Steve Spurgin’s “Folk Remedies”

(KDHX)

You never know, but Steve Spurgin’s Folk Remedies might be the best album of 2012. 

We could probably argue at length, if we wanted to, about what makes good music good. Despite the fact that we all have different tastes, different opinions, we feel in our bones that we can recognise good music when we hear it.

We think we can recognise the other kind, too, though we’re all probably wrong in that belief. Frank Zappa once famously called the Shaggs “better than the Beatles.” For most people, I think it’s safe to say, the Shaggs’ album “Philosophy of the World” is a touchstone for how bad recorded music can get yet still attract fans. Pluperfect awful. Zappa may have been joking (or commenting more on the Beatles than he was the Shaggs) but he may not have been. Still, I can’t help but wondering what Zappa saw in it that I don’t. Could you even say? And in a way the question  is about as meaningful as wondering whether osso buco is better than pasta puttanesca. If both are prepared with the same skill, maybe it’s less a question of quality than it is a question of whatever you’re in the mood for at that moment.

The reason I say all of this is because I’ve been listening to Steve Spurgin’s new album, “Folk Remedies,” which is, I think, simply brilliant, and I feel pretty confident in saying that. The guitar work is breathtaking, the writing stellar. At least I think so. For me, this is the best album I’ve heard this year. I can’t stop listening to it in the car, in my ipod when walking downtown. I’m listening to it on my computer right now.

Still I know that there are lots of people who won’t think that way. It’s a quiet album that doesn’t intend to break any land-speed records. The material here isn’t going to grab anyone by the throat; it doesn’t shout and you can’t dance to it. You have to sit down and listen to it.

To be honest, I’m not really a fan of Spurgin, and none of his earlier records has really caught my ear that much at all. But this one is different. I think it’s up there with the best of Gordon Lightfoot, a person that is clearly an inspiration to Spurgin, and to whom I suppose he’s compared from time to time.

I also like that it goes places. Spurgin is from Texas and has made a career as a writer in Nashville, but this album has thoughts of Nova Scotia, Texas, Ireland; the desert, the ocean; booze, gambling; praise, complaint and comment. People do good things, people do bad things, but in a quiet way like you and I do. There’s a folk instrumental (“Sunset on the Sierra”) and a blues (“God Bless those Desert Rats”)  though the collection is beautifully even, with the inspired bass of Missy Raines.
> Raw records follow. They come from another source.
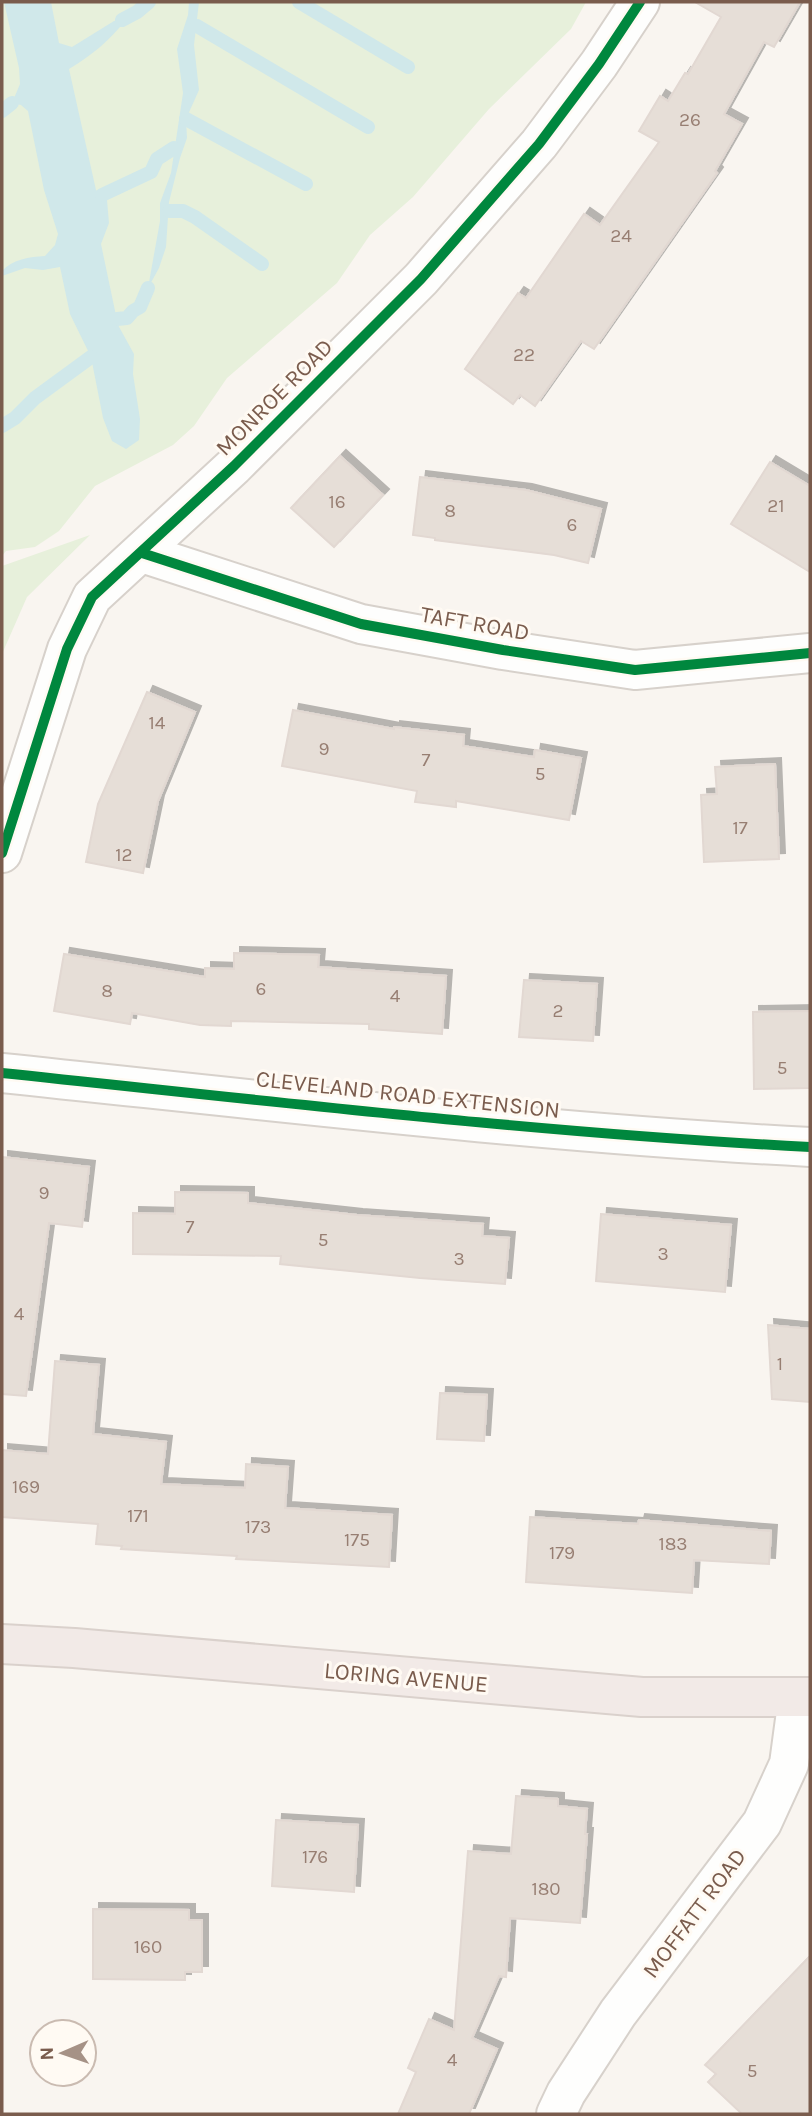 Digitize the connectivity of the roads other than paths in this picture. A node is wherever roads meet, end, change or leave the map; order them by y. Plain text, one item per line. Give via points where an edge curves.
1 (640, 2) edge
2 (142, 553) junction
3 (810, 653) edge
4 (2, 853) edge
5 (2, 1073) edge
6 (810, 1147) edge
7 (2, 1644) edge
8 (804, 1697) edge
9 (556, 2114) edge

1 - 2 street, MONROE ROAD via 539,144 421,279
2 - 3 street, TAFT ROAD via 361,624 635,670
2 - 4 street, MONROE ROAD via 92,597 67,649
5 - 6 street, CLEVELAND ROAD EXTENSION via 528,1127
7 - 8 highway, LORING AVENUE via 642,1697
8 - 9 street, MOFFATT ROAD via 789,1764 762,1823 618,2013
But I’ve been thinking about why it is that I think this is such a good album, what I feel that it does well. And ultimately I don’t think it has to do with the chops, but rather it’s the honesty with which the whole thing is delivered. Spurgin is experienced enough and wise enough to know that this album is not going to get him on Letterman, it won’t sell a million copies. But he made it, and he sings about things that are important to him. It’s quiet, but the thoughts cut very close to the bone. At it’s best moments, this album is like an exhalation, a sigh. It’s a chance to pause and think about some things that are important to us. I love that and, at the moment, perhaps that’s just what I need. And who knows? You might need that, too.